Fish Spills Backed by Appeals Courtby Kathie Durbin, Columbian staff writer
The Columbian, August 14, 2004
The Army Corps of Engineers must continue releasing water at Columbia and Snake River dams this summer to help young salmon migrate downstream, the 9th U.S. Circuit Court of Appeals ruled Friday.
In a setback for the Bush administration, the court refused an Aug. 3 emergency request from the Bonneville Power Administration to stay a July order from U.S. District Judge James Redden that required the corps to continue releasing water at the dams through the month of August.
Because the merits of the case won't be argued until fall, Friday's ruling effectively resolves the contentious issue for this year.
BPA Administrator Steve Wright said even before the ruling was announced that he didn't expect it to resolve the issue in future years. "The problem is, it's a controversial issue on both sides," he said Friday.
In early July, the National Marine Fisheries Service approved a controversial plan by the corps and the BPA to reduce the amount of water spilled for juvenile salmon in July and August by 39 percent.
The BPA said the reduction in spill would enable it to generate an additional $20 million to $31 million in revenue this year, thereby trimming wholesale electric rates.

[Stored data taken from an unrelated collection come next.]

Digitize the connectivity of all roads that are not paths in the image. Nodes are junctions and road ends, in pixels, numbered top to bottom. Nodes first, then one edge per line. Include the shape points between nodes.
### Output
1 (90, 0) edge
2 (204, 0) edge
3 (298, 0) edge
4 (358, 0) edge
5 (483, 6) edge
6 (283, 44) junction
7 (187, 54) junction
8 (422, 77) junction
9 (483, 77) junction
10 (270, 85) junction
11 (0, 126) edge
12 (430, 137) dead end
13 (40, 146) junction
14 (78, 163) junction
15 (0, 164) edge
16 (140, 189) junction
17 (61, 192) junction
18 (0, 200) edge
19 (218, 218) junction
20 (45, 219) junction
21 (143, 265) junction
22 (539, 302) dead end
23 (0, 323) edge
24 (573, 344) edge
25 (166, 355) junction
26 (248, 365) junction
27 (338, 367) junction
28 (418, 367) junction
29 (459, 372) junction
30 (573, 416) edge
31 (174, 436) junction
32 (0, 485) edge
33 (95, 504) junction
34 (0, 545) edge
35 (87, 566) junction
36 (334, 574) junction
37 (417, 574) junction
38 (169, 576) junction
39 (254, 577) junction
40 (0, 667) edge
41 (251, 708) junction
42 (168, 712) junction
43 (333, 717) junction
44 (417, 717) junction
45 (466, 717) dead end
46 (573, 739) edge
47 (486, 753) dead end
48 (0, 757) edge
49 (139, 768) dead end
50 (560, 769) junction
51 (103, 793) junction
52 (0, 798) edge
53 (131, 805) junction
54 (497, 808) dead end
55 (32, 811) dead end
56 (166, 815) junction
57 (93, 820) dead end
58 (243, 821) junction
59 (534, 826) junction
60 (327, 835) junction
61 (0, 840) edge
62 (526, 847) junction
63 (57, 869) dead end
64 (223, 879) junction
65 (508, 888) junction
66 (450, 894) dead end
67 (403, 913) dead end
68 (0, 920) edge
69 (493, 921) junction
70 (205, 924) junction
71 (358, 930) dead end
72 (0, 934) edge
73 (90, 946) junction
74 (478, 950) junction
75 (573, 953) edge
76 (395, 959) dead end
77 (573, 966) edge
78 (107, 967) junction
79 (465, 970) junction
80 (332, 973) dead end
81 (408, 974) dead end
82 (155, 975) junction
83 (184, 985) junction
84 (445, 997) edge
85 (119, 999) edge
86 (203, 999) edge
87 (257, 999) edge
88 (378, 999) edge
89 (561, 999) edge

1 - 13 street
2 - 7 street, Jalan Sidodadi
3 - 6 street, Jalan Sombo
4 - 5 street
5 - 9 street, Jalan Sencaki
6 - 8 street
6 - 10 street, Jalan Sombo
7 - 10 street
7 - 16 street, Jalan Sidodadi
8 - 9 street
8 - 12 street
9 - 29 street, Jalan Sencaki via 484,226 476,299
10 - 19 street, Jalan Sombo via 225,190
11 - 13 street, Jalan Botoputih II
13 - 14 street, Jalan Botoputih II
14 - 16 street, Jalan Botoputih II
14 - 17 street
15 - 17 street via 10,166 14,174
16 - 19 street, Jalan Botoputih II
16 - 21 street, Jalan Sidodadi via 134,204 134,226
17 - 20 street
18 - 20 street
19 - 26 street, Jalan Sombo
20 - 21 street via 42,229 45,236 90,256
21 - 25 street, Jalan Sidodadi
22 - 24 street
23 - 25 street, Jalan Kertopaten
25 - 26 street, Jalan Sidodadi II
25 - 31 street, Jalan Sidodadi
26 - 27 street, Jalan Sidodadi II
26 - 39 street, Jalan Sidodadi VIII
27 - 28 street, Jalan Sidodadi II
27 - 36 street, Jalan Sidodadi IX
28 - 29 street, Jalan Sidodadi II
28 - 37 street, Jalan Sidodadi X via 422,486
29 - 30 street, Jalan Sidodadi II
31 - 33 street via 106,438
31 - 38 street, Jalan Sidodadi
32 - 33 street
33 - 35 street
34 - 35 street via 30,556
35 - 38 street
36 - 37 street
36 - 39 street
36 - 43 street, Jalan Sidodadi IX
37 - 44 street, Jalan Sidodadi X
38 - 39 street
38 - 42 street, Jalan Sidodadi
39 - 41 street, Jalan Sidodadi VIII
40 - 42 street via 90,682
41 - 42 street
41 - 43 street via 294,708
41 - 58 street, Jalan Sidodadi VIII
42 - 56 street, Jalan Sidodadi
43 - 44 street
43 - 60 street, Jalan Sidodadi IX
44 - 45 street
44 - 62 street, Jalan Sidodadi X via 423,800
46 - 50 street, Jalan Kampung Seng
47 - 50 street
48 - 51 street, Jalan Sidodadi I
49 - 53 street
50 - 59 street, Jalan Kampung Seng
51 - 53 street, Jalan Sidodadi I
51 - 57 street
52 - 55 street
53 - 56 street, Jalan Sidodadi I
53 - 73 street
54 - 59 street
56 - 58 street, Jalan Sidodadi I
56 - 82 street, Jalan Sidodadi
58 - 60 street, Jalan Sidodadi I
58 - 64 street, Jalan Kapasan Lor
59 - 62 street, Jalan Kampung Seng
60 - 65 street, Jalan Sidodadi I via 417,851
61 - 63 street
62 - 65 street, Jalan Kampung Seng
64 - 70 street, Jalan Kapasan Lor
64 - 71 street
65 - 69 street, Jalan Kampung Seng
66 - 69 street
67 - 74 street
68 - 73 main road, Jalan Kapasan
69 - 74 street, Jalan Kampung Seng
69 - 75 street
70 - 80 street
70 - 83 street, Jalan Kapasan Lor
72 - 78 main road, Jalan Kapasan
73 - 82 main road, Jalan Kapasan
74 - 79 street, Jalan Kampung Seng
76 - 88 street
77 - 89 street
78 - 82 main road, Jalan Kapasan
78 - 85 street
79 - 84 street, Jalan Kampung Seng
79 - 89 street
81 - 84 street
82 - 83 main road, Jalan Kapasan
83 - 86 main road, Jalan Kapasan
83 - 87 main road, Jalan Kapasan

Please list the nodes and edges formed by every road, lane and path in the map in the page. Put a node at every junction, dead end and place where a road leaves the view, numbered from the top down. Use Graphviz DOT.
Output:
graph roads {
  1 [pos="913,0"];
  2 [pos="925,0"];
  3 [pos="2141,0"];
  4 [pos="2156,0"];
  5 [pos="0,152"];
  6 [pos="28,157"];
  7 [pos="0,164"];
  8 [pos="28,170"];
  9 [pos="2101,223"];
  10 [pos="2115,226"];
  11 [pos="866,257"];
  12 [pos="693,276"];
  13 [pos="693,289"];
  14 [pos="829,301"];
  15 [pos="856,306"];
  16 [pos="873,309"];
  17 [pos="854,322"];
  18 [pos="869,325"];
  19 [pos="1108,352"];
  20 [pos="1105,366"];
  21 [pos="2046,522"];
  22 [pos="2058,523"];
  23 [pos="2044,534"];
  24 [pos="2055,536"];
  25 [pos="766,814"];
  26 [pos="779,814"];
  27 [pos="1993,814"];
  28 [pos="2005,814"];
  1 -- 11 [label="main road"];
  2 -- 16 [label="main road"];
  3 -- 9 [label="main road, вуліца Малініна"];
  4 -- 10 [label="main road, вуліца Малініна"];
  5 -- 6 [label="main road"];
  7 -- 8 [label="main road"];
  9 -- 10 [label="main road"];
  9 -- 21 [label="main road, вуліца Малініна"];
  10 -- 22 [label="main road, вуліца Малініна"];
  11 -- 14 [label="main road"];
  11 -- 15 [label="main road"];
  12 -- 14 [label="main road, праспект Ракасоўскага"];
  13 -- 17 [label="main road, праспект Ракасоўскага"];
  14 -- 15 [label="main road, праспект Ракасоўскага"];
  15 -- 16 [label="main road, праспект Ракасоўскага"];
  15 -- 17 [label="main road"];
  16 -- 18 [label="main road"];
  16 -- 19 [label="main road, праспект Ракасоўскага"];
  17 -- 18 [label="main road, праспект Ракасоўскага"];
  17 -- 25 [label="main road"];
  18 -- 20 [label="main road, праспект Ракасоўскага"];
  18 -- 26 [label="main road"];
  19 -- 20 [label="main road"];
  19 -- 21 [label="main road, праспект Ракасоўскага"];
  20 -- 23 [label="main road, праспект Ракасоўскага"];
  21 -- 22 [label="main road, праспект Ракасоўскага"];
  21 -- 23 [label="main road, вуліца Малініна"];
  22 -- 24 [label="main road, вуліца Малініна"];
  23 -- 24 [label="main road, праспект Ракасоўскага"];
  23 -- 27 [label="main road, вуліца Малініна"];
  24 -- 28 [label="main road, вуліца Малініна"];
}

Under the proposal, spills would have been shut off for all of August at Bonneville and The Dalles dams, and for the last five days of August at Ice Harbor and John Day dams.
Originally, federal dam managers wanted to scale back spills by 55 percent.
Federal biologists said the reduced spills would affect only one endangered salmon population directly, Snake River fall chinook.
Environmental groups and state and tribal fish biologists argued that spills at dams are the most consistently successful measures the government has for improving survival of threatened and endangered salmon.
Fish biologists also predicted that thousands of salmon not yet protected under the Endangered Species Act would perish as a result of reducing summertime spills.
On July 28, Judge Redden agreed, ruling that the region's long-term environmental health was more important than the short-term economic benefits of increased electricity production this summer.
Redden said the Bush administration had failed to implement the court-mandated Federal Salmon Plan or to meet juvenile salmon survival goals for the past three years.
"(G)iven that we are working from a deficit situation, we should not be cutting back on an effective mitigation tool," he wrote.
Todd True, an attorney for the not-for-profit law firm Earthjustice, hailed the ruling.
"By upholding Judge Redden's decision, the 9th Circuit is affirming what we've know all along: Gambling the future of wild salmon to save a few cents a month on our electric bills is not a tradeoff people in the Northwest want to make," he said.
Earthjustice represents American Rivers, the National Wildlife Federation, the Northwest Sportfishing Industry Association and the Northwest Energy Coalition, which filed the lawsuit.
In Friday's ruling, the court also granted motions from the state of Oregon and three Columbia River treaty tribes to file briefs opposing the BPA's motion and from the Industrial Customers of Northwest Utilities and Alcoa Inc. to file briefs in support.